I can’t begin to discuss my writing career without giving a huge shout out to For Book’s Sake. That’s What She Said in Manchester was my first open mic, back in 2018, shaking with nerves in the crowded basement of a gay bar. It was far less scary than I feared and I haven’t stopped since. Since that point I have flitted around the spoken word nights of the city, submitting pieces for publication here and there, and collecting the requisite rejections amongst my acceptances! I’ve performed in London, at the Edinburgh Fringe, and I’ve featured on BBC Upload.  


Who influences your work? 

My first answer would be Mary Oliver. Her voice is so soothing and unique, and I’ve been head over heels for her work since the first poem of hers that I ever read (When Death Comes). But more than that, local poets - more than I can even remember, especially given the number of spoken word nights I come home from absolutely buzzing with inspiration. Among them: Rosie Garland, Jane Claire Bradley, Loll Perkin, Rebecca Phythian, Lisa O’Hare, Benjamina Albanese, Alicia Fitton. But I’m finding new people to be inspired by at every open mic I attend.

Why poetry? 

Something I love about poetry is how it’s not linear, just like how our thoughts and internal monologues aren’t linear.
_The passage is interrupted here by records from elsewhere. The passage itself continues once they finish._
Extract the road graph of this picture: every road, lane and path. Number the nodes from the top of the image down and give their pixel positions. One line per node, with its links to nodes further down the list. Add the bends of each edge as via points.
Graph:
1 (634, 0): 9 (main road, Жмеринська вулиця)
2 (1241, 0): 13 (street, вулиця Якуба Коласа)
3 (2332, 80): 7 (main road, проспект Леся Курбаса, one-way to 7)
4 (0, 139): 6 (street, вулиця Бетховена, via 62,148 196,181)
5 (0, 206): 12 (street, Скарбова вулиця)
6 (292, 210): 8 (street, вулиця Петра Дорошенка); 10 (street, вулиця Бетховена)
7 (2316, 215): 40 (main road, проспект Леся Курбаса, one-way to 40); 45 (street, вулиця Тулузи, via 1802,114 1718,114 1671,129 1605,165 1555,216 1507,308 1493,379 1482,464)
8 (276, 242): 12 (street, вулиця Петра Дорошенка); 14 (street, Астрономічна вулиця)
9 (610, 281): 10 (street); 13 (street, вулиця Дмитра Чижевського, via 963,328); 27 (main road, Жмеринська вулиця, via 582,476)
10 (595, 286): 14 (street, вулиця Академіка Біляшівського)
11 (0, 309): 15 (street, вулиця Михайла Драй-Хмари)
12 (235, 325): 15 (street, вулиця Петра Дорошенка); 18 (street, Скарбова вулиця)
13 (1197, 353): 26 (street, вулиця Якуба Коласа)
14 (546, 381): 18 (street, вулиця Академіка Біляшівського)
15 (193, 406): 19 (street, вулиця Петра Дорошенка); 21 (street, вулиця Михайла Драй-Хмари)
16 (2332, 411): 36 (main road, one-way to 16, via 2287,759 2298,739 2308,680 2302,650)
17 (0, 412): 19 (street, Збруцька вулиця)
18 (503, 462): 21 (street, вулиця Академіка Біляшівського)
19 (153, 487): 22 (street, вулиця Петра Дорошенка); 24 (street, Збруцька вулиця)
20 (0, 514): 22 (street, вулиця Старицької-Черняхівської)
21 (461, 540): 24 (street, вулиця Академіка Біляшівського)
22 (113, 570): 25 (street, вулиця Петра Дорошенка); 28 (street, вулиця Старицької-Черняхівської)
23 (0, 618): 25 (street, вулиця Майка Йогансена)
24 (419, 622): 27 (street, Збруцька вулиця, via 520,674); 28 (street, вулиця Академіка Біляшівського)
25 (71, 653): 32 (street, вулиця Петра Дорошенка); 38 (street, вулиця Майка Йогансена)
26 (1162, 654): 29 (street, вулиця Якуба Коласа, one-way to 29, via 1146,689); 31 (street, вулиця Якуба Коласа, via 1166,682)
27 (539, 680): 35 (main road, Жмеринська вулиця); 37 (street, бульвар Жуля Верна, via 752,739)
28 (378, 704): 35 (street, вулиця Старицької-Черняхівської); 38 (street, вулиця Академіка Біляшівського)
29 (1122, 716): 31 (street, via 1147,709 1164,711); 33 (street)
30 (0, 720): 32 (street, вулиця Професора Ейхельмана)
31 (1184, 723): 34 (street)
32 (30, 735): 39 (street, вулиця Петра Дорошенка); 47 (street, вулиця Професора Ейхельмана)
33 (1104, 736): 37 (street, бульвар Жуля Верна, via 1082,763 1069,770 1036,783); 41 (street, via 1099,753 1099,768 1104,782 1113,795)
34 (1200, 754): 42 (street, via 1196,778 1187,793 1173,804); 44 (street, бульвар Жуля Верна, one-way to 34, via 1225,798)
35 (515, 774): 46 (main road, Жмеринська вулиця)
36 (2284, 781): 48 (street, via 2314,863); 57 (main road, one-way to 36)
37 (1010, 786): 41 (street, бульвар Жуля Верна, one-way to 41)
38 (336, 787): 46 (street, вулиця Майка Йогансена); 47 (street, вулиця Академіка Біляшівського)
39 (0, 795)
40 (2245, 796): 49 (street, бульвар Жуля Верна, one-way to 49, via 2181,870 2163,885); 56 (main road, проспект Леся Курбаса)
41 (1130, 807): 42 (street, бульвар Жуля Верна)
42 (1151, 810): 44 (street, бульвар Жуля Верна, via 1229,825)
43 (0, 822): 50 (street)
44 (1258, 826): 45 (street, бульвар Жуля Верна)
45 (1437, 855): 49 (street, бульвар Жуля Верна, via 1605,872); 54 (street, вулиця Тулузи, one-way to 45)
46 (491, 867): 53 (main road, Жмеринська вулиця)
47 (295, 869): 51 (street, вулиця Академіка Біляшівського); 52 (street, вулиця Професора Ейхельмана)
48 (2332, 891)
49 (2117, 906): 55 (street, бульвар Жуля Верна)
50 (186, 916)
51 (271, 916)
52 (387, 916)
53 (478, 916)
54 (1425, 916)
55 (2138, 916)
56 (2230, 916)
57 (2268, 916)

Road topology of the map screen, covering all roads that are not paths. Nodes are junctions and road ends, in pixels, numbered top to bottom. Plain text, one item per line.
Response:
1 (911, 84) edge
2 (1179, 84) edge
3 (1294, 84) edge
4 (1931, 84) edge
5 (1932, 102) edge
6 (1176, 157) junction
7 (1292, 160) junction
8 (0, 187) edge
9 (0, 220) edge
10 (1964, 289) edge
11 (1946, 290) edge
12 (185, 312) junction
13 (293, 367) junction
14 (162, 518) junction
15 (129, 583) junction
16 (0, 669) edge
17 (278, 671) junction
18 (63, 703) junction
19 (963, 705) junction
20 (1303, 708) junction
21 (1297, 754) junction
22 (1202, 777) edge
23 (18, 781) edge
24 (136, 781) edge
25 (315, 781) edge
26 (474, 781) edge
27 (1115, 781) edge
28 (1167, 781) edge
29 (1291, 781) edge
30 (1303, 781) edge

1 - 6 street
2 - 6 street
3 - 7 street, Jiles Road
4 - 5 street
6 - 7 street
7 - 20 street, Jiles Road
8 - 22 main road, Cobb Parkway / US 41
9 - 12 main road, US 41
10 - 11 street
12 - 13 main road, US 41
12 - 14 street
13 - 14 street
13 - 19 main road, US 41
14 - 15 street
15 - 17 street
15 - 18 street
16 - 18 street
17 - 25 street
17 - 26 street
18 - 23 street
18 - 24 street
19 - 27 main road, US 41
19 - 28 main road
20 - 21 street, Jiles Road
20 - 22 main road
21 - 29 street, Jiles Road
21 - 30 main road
Sometimes it’s not about telling a story or conveying a coherent opinion so much as it is having a discussion with yourself, or getting across a mood. An idea I heard recently is that you can understand something with your brain and you can understand it with your heart. For me, poetry is more that ‘heart’ understanding. It can recreate those undefinable things inside of us. 

(But also, I can’t write a plot to save my life, so poetry suits me!)



What is, in your opinion, your best poem and why? 

For performance, I have a piece called Woman Army that I can’t get enough of performing. It’s also very malleable- I change it so often in reaction to things in my life or wider events. 


However, for a poem on the page, there’s one in the chapbook called Waterproofing Charm that I can’t fail to love. Re-reading it makes me feel small and strong all at once. 

How have you found it, starting out in the Manchester scene? Any advice for newcomers and those reluctant to share their work? 

The Manchester scene is incredible. There are so many nights to choose from and the people who are involved in the scene are fantastic. Occasionally, I’ll step back from performing for a while because I’m overwhelmed, and I always worry everyone will have forgotten me while I’m away. But they never do; the people are kind and supportive and truly want to listen to whatever you have to say. 

My advice would be just go for it. You’ll find the kindest crowds at Manchester poetry nights, and they’ll give you the space and the time to find your voice. And you have a voice that people want to hear.

Complete this phrase: Chips and… 

An absolute ocean of vinegar. 

Sorry – I’m originally from the South and nothing shows this more than my taste in chips. I want them drowning in vinegar. And salt.  
Don’t disown me please, beloved North. I like gravy too! 


What can we expect from your upcoming chapbook, The Book of (seeing past the) Shadows?


Hopefully magic. Definitely too much of my inner life strewn onto the pages. Maybe some spells you’ll want to cast yourself.  

The Book of (Seeing Past the) Shadows is available for purchase now.